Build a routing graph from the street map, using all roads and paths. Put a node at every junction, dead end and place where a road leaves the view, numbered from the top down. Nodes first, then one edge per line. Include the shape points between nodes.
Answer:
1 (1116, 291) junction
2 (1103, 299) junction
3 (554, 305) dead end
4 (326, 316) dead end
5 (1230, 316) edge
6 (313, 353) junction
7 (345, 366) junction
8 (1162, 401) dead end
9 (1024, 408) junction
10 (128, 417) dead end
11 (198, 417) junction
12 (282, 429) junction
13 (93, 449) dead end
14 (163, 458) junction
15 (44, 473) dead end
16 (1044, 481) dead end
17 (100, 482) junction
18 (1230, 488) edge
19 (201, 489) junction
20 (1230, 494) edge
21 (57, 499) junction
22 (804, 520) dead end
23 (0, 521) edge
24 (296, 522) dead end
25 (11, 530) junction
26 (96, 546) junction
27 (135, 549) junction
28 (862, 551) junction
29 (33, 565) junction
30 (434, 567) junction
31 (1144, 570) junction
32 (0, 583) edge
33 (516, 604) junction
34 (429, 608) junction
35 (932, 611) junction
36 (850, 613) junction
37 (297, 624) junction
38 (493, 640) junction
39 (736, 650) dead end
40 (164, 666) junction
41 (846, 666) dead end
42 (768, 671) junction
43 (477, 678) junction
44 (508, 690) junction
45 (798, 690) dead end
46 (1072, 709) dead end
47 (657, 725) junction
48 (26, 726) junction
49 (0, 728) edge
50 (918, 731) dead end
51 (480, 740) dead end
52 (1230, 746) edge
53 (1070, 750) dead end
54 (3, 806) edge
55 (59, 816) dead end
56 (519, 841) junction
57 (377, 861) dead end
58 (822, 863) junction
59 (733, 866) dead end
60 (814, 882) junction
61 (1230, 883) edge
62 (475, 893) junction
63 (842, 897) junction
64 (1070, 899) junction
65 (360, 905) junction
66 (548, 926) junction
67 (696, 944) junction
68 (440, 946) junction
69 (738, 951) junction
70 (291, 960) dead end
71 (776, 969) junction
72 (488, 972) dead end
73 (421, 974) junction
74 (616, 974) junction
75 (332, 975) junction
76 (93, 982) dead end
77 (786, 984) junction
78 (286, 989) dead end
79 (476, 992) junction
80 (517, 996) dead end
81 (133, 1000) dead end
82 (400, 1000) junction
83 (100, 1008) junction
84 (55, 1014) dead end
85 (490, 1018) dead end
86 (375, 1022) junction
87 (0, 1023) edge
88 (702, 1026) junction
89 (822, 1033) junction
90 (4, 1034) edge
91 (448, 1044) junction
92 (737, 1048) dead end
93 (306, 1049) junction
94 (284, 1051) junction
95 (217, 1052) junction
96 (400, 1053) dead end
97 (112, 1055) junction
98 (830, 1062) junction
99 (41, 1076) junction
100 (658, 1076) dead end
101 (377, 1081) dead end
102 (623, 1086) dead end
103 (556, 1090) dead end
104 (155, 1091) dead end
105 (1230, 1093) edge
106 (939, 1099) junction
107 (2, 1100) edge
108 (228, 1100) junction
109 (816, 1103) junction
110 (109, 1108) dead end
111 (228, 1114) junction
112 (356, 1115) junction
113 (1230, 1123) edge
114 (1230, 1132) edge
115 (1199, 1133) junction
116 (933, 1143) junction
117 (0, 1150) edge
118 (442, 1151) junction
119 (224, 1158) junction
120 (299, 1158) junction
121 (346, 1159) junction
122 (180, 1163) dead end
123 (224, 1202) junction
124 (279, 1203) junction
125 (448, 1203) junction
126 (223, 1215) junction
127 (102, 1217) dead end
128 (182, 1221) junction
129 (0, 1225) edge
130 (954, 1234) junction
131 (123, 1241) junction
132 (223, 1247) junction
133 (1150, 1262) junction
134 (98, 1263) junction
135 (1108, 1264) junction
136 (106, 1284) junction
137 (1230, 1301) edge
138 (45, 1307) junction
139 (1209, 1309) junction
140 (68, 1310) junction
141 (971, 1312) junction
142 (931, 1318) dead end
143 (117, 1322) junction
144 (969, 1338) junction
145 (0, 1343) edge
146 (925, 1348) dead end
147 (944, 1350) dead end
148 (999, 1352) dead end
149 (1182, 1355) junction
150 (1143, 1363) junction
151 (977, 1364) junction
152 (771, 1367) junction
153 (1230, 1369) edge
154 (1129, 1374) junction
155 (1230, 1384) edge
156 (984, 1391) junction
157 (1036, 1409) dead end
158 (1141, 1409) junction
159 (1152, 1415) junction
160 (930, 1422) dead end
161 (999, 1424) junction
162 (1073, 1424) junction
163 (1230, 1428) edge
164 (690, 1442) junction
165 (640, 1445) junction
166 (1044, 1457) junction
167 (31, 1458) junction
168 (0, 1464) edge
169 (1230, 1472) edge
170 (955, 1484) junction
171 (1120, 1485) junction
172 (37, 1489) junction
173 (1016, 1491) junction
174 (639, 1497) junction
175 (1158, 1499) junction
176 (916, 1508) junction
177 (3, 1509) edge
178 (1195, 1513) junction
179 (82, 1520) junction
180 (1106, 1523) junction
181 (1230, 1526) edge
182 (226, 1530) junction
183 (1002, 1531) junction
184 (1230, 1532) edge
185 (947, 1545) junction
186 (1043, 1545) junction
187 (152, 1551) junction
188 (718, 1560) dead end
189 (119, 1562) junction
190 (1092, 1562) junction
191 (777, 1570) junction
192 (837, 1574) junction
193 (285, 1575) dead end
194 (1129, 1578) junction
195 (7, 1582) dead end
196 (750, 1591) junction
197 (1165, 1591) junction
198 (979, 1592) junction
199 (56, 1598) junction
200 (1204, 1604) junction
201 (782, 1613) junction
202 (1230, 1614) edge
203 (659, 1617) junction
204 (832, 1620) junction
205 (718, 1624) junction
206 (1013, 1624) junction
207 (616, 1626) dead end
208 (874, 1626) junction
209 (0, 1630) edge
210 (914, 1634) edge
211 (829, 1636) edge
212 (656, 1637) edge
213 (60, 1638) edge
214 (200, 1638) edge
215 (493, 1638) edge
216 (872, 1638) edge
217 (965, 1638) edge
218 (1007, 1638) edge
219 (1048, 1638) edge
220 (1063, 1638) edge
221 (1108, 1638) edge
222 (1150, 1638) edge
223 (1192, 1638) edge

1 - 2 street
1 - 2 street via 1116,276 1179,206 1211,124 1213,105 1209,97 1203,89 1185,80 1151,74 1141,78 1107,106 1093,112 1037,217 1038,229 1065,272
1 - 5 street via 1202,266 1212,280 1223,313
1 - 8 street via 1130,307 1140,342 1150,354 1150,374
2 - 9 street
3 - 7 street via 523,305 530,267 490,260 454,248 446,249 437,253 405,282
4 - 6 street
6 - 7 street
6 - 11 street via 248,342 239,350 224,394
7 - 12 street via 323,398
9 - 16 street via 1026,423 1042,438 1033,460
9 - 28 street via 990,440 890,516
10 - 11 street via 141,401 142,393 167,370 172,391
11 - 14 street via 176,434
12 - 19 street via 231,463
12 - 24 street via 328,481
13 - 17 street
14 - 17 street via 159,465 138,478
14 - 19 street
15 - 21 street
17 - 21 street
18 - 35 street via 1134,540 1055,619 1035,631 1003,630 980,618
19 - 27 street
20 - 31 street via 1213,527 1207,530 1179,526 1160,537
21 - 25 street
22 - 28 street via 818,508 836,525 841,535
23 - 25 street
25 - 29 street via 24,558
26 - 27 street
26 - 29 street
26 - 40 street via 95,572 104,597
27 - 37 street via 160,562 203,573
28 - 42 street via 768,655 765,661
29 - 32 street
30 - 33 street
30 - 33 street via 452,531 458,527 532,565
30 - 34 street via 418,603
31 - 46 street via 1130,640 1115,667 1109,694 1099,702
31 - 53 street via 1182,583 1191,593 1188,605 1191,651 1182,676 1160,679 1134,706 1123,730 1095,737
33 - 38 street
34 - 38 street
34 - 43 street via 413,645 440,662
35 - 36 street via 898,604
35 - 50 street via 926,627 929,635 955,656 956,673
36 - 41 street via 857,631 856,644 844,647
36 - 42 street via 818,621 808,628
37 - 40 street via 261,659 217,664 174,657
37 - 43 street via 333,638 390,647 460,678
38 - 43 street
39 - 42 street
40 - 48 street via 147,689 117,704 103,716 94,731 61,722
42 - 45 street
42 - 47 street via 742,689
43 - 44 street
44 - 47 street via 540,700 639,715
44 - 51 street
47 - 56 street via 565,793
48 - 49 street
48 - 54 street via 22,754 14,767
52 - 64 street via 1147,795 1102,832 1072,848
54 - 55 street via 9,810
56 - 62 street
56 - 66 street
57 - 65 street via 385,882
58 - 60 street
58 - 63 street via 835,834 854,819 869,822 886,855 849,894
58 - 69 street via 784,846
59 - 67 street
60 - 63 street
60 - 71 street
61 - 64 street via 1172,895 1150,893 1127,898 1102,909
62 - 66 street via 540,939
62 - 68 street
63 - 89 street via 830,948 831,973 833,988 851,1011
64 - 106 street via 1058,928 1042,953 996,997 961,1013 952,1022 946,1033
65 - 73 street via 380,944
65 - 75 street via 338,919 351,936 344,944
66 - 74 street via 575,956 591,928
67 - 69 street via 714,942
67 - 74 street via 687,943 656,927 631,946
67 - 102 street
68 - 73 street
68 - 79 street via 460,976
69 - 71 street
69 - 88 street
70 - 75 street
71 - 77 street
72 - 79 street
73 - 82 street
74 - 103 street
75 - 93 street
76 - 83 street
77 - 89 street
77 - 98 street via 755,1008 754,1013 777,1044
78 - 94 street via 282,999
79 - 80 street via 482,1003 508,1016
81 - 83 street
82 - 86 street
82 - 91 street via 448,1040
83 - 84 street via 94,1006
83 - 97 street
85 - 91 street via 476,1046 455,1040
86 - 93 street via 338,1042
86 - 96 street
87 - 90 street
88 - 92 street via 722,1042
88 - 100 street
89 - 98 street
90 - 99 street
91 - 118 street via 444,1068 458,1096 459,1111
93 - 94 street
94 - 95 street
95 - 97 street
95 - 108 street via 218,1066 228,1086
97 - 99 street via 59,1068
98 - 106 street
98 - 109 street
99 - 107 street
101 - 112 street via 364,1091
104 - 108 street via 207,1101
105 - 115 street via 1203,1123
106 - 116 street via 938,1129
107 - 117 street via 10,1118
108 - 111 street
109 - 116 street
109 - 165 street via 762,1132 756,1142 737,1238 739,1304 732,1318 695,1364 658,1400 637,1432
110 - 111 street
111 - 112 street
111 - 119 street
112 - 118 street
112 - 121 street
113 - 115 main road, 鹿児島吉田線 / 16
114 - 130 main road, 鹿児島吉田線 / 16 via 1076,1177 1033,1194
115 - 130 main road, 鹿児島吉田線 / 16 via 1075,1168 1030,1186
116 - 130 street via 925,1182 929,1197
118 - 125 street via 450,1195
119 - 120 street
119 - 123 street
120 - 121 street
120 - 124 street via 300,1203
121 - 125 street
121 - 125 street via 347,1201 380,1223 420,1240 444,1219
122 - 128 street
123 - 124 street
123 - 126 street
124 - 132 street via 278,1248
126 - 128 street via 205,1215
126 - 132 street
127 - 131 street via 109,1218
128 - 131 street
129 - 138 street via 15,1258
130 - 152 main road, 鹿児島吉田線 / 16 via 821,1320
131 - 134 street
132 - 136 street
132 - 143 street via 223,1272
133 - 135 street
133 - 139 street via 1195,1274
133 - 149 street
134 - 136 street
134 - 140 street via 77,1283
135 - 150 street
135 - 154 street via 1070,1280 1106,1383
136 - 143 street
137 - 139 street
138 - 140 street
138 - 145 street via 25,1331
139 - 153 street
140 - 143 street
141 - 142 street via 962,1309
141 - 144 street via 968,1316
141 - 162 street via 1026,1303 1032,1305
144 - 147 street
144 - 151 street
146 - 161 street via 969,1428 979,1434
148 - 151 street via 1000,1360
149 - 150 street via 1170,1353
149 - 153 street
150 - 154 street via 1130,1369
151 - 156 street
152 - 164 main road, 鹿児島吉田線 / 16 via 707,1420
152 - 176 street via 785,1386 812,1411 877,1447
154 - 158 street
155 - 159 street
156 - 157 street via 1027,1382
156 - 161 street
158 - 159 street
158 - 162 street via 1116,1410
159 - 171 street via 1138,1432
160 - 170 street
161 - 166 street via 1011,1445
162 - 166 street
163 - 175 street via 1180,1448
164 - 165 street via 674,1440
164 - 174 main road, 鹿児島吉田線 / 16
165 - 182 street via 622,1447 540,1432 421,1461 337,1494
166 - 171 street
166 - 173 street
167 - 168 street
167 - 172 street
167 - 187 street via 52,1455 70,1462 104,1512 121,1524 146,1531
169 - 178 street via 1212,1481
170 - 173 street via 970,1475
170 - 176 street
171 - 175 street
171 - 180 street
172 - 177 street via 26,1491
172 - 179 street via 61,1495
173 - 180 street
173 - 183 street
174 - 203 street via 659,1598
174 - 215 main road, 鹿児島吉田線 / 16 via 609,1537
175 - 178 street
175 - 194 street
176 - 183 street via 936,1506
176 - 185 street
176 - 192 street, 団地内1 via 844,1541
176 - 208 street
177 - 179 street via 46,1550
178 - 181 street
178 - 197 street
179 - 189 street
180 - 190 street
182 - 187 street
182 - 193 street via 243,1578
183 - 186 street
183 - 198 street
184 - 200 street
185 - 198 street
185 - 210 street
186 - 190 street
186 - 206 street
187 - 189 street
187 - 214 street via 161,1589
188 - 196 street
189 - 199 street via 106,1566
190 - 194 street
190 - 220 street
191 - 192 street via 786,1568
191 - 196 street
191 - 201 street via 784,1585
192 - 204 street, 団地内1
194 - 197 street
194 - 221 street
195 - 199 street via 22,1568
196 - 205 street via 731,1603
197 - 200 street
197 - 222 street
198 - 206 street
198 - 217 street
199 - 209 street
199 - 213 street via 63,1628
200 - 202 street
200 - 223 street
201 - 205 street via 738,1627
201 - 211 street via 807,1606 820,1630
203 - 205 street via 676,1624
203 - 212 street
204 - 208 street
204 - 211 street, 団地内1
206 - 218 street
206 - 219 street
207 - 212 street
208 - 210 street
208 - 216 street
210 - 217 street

# # # # # # #

Copy each line of the listing that contains the string "main".

ANSWER TO THIS PROBLEM:
113 - 115 main road, 鹿児島吉田線 / 16
114 - 130 main road, 鹿児島吉田線 / 16 via 1076,1177 1033,1194
115 - 130 main road, 鹿児島吉田線 / 16 via 1075,1168 1030,1186
130 - 152 main road, 鹿児島吉田線 / 16 via 821,1320
152 - 164 main road, 鹿児島吉田線 / 16 via 707,1420
164 - 174 main road, 鹿児島吉田線 / 16
174 - 215 main road, 鹿児島吉田線 / 16 via 609,1537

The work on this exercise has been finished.